In the case of the offset site, key observation is the extent of the sensitivity of offset site’s buffer capacity for carbon stock to varying discount rates. As visible from the values presented in Table 1, without any discounting, the offset site could yield a buffer of 2,843 Mg C (calculated as offset site difference–deforestation site difference, i.e., 7,158 Mg C – 4,315 Mg C). When contrasting the outcomes to discounted values, this surplus of C stock at the offset site would diminish to 1,399 Mg C with a 1% discount rate, and further shrink to 344 Mg C with a 3% discount rate. Utilizing the highest discount rate of 5% would reduce the offset site’s offsetting impact to a minimal surplus of 44 Mg C (calculated as 1,633 Mg C – 1,588 Mg C), when compared with the simulated carbon stock losses at the deforestation site. These results and level of the impact from discounting are in line with the earlier academic publications, such as the study by Pihlainen et al. (2014), which included discounting of additional carbon sequestration resulting from changes in forest stand management.

This paper deposits that this diminishing offset viability suggests secured near term CO2 reductions should hold primacy in urban development planning. Reliance purely on projected offsets in distant future, vulnerable also to natural disasters, provides limited guarantee of cushioning land use impacts. Integrating nature-based solutions for CO2 offsetting with discounting of prospective stocks offers greater assurance of counterbalancing initial carbon losses.

To further enhance our analysis, we incorporated the Social Cost of Carbon (SCC) and discount rate assumptions developed by the U.S. Environmental Protection Agency (EPA). This approach considers the increasing SCC over time due to escalating climate damages, providing a comprehensive economic evaluation. By integrating the EPA’s latest SCC estimates, we ensure our analysis reflects both current and future economic impacts of carbon dynamics in the study systems. Table 2 illustrates the discounted USD values of the offset project at 10-year intervals. Our results indicate that the present value of carbon stock gains from forest conservation at the offset site is more than enough to offset the carbon stock losses at the deforestation site, even when considering different discount rates (2.5%, 2.0%, and 1.5%). These results and level of the impact from discounting are in line with the earlier academic publications, such as the study by Pihlainen et al. (2014), which reported the present monetary value of the change in carbon pool that resulted from changes in forest stand management. This approach not only highlights the financial viability of forest conservation as a CO2 offset strategy but also underscores the importance of incorporating future SCC projections into carbon offset assessments to capture the long-term economic benefits.

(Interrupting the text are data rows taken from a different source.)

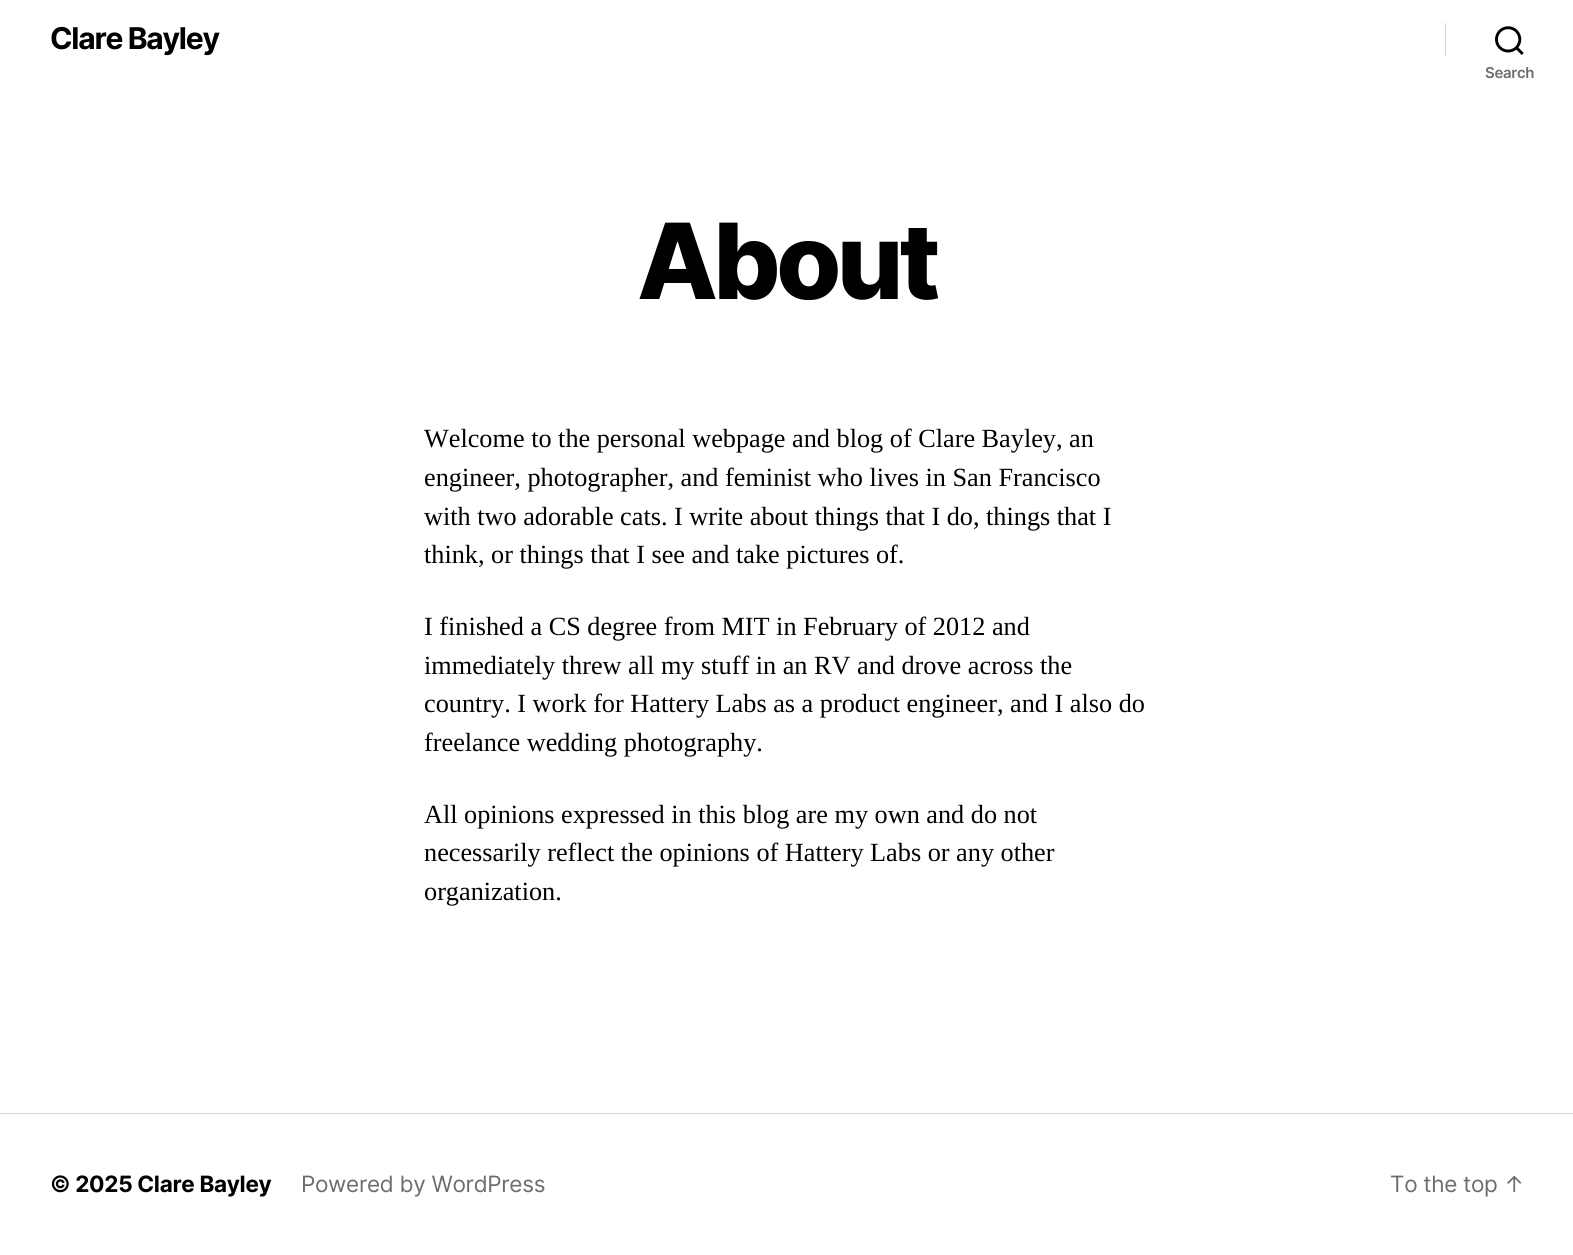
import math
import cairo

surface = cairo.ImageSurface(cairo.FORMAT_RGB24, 1573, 1255)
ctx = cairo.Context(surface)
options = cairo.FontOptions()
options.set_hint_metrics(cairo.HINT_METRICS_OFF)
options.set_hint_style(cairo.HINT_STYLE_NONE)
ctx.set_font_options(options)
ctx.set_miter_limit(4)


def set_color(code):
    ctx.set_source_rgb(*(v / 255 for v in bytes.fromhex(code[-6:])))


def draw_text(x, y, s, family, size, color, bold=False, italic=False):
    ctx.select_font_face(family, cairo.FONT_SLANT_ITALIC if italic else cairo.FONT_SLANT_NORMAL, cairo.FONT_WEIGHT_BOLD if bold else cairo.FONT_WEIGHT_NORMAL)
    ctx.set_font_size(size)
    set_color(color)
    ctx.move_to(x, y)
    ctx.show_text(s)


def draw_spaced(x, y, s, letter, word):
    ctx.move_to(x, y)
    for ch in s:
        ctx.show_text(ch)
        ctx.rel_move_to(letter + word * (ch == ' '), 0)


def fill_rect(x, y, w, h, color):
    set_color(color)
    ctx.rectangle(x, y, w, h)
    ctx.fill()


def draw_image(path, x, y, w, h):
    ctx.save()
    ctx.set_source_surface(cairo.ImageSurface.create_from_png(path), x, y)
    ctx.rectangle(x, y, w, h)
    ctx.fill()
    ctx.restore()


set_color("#ffffff")
ctx.paint()
ctx.select_font_face("Inter", cairo.FONT_SLANT_NORMAL, cairo.FONT_WEIGHT_BOLD)
ctx.set_font_size(30)
set_color("#000000")
draw_spaced(50, 49, "Clare Bayley", -1.25, 0)
fill_rect(1445, 23, 1, 33, "#dcd7ca")
draw_image("assets/img1.png", 1495, 26, 29, 29)
ctx.select_font_face("Inter SemiBold")
ctx.set_font_size(15)
set_color("#6d6d6d")
draw_spaced(1485, 78, "Search", -0.3, 0)
ctx.select_font_face("Inter ExtraBold")
ctx.set_font_size(105)
set_color("#000000")
draw_spaced(637, 299, "About", -4.5, 0)
draw_text(424, 447, "Welcome to the personal webpage and blog of Clare Bayley, an", "Liberation Serif", 26.25, "#000000")
draw_text(424, 486, "engineer, photographer, and feminist who lives in San Francisco", "Liberation Serif", 26.25, "#000000")
draw_text(424, 525, "with two adorable cats. I write about things that I do, things that I", "Liberation Serif", 26.25, "#000000")
draw_text(424, 563, "think, or things that I see and take pictures of.", "Liberation Serif", 26.25, "#000000")
draw_text(424, 635, "I finished a CS degree from MIT in February of 2012 and", "Liberation Serif", 26.25, "#000000")
draw_text(424, 674, "immediately threw all my stuff in an RV and drove across the", "Liberation Serif", 26.25, "#000000")
draw_text(424, 712, "country. I work for Hattery Labs as a product engineer, and I also do", "Liberation Serif", 26.25, "#000000")
draw_text(424, 751, "freelance wedding photography.", "Liberation Serif", 26.25, "#000000")
draw_text(424, 823, "All opinions expressed in this blog are my own and do not", "Liberation Serif", 26.25, "#000000")
draw_text(424, 861, "necessarily reflect the opinions of Hattery Labs or any other", "Liberation Serif", 26.25, "#000000")
draw_text(424, 900, "organization.", "Liberation Serif", 26.25, "#000000")
fill_rect(0, 1113, 1573, 1, "#dcd7ca")
ctx.select_font_face("Inter", cairo.FONT_SLANT_NORMAL, cairo.FONT_WEIGHT_BOLD)
ctx.set_font_size(22.5)
set_color("#000000")
draw_spaced(50, 1192, "© 2025 Clare Bayley", -0.3, 0)
ctx.select_font_face("Inter")
set_color("#6d6d6d")
draw_spaced(301, 1192, "Powered by WordPress", -0.3, 0)
draw_spaced(1390, 1192, "To the top ↑", -0.3, 0)
surface.write_to_png("output.png")
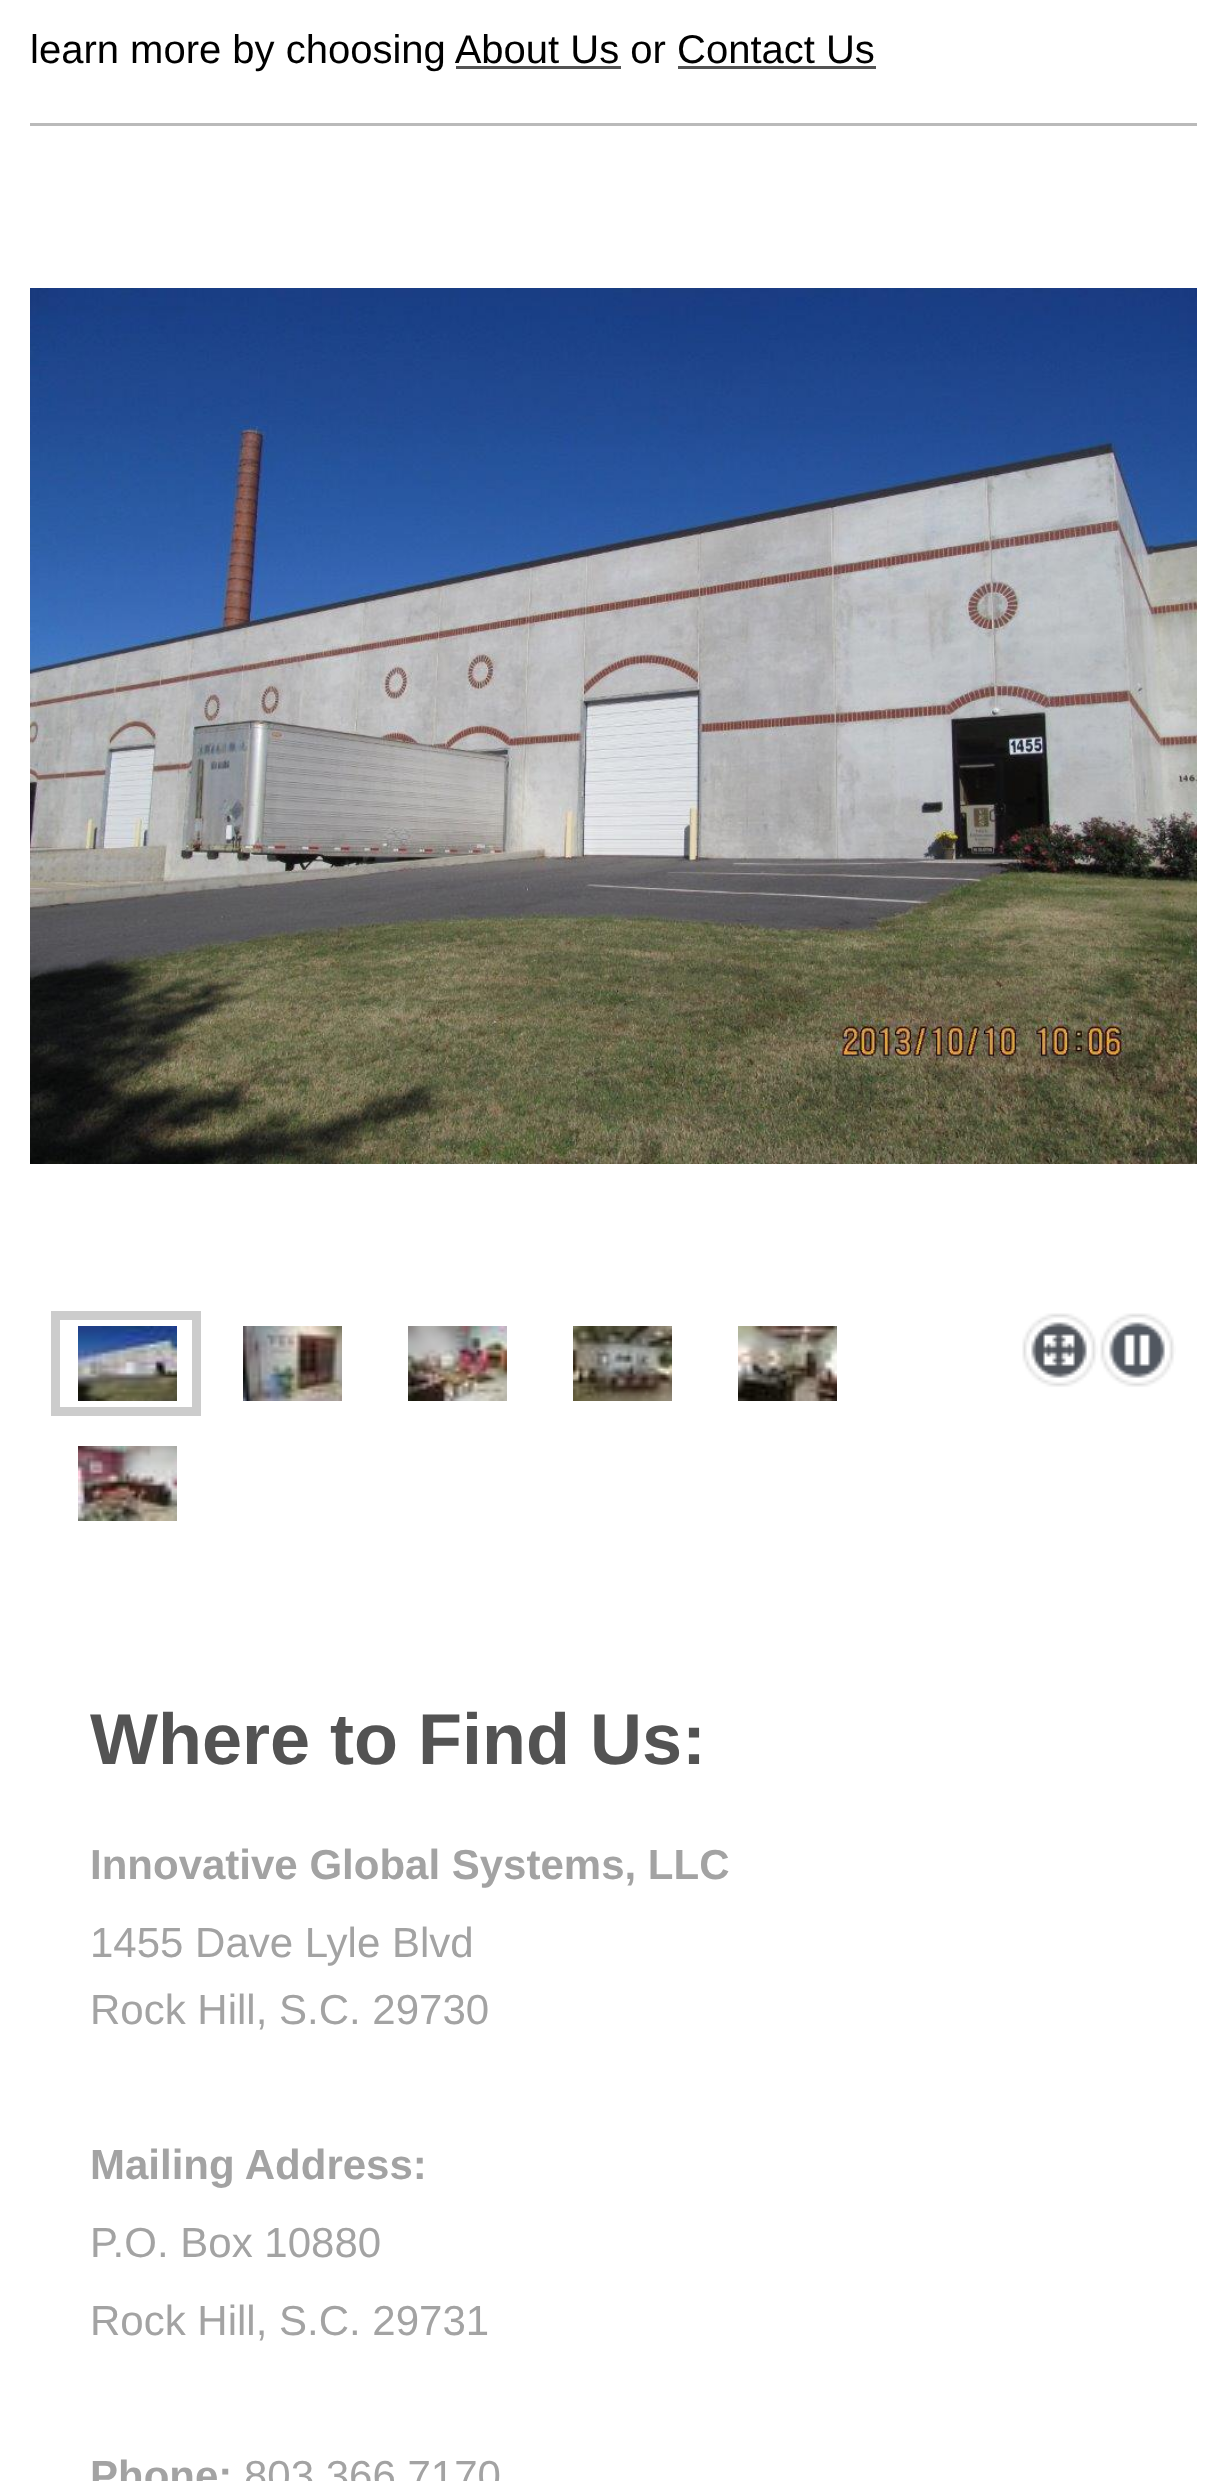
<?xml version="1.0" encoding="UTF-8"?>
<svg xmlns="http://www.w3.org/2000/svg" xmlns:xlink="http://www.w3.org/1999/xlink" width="1225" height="2481">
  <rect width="100%" height="100%" fill="#ffffff" />
  <rect x="30" y="123" width="1167" height="3" fill="#bababa" />
  <image x="30" y="288" width="1167" height="876" xlink:href="image1.png" />
  <rect x="55.5" y="1315.5" width="141" height="96" fill="none" stroke="#cccccc" stroke-width="9" />
  <image x="78" y="1326" width="99" height="75" xlink:href="image2.png" />
  <image x="243" y="1326" width="99" height="75" xlink:href="image3.png" />
  <image x="408" y="1326" width="99" height="75" xlink:href="image4.png" />
  <image x="573" y="1326" width="99" height="75" xlink:href="image5.png" />
  <image x="738" y="1326" width="99" height="75" xlink:href="image6.png" />
  <image x="1022" y="1313" width="76" height="74" xlink:href="image7.png" />
  <image x="1100" y="1313" width="76" height="74" xlink:href="image8.png" />
  <image x="78" y="1446" width="99" height="75" xlink:href="image9.png" />
  <text x="30" y="63" style="font-family: Liberation Sans; font-size: 40px; fill: #000000">learn more by choosing About Us or Contact Us</text>
  <rect x="456" y="66" width="165" height="3" fill="#535353" />
  <rect x="678" y="66" width="198" height="3" fill="#535353" />
  <text x="90" y="1764" style="font-family: Liberation Sans; font-size: 72px; font-weight: bold; fill: #535353">Where to Find Us:</text>
  <text x="90" y="1879" style="font-family: Liberation Sans; font-size: 42px; font-weight: bold; fill: #a3a3a3">Innovative Global Systems, LLC</text>
  <text x="90" y="1957" style="font-family: Liberation Sans; font-size: 42px; fill: #a3a3a3">1455 Dave Lyle Blvd</text>
  <text x="90" y="2024" style="font-family: Liberation Sans; font-size: 42px; fill: #a3a3a3">Rock Hill, S.C. 29730</text>
  <text x="90" y="2179" style="font-family: Liberation Sans; font-size: 42px; font-weight: bold; fill: #a3a3a3">Mailing Address:</text>
  <text x="90" y="2257" style="font-family: Liberation Sans; font-size: 42px; fill: #a3a3a3">P.O. Box 10880</text>
  <text x="90" y="2335" style="font-family: Liberation Sans; font-size: 42px; fill: #a3a3a3">Rock Hill, S.C. 29731</text>
  <text x="90" y="2490" style="font-family: Liberation Sans; font-size: 42px; font-weight: bold; fill: #a3a3a3">Phone:</text>
  <text x="244" y="2490" style="font-family: Liberation Sans; font-size: 42px; fill: #a3a3a3">803.366.7170</text>
</svg>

4.3 Complexities of the CO2 offset regulation

The performed scenario analyses suggest that planned forest conservation of 79 ha could produce adequate carbon stock increase to offset urban construction impacts of the deforestation of 19 ha area. However, translating these results into defined CO2 compensation or offset claims involves navigating the complex technical and policy dimensions at two distinctive levels: the policy landscape of greenhouse gas inventories related to forestry and land-use change, and the criteria applicable to CO2 offset projects. This complexity is mirrored in voluntary forest conservation and REDD+ initiatives, where the validity and effectiveness of conservation efforts are under increased scrutiny (West et al., 2020; Badgley et al., 2022; West et al., 2023).

There are particularly two influencing aspects to consider in the policy landscape. First, geographical boundaries and municipal borders play an integral role in the carbon budgeting related to forestry and land-use change. The fact that the suggested carbon stock compensation takes place within the same municipality as the urban expansion emissions (Figure 2) implies that it is essentially an internal carbon budgeting process for the city of Espoo.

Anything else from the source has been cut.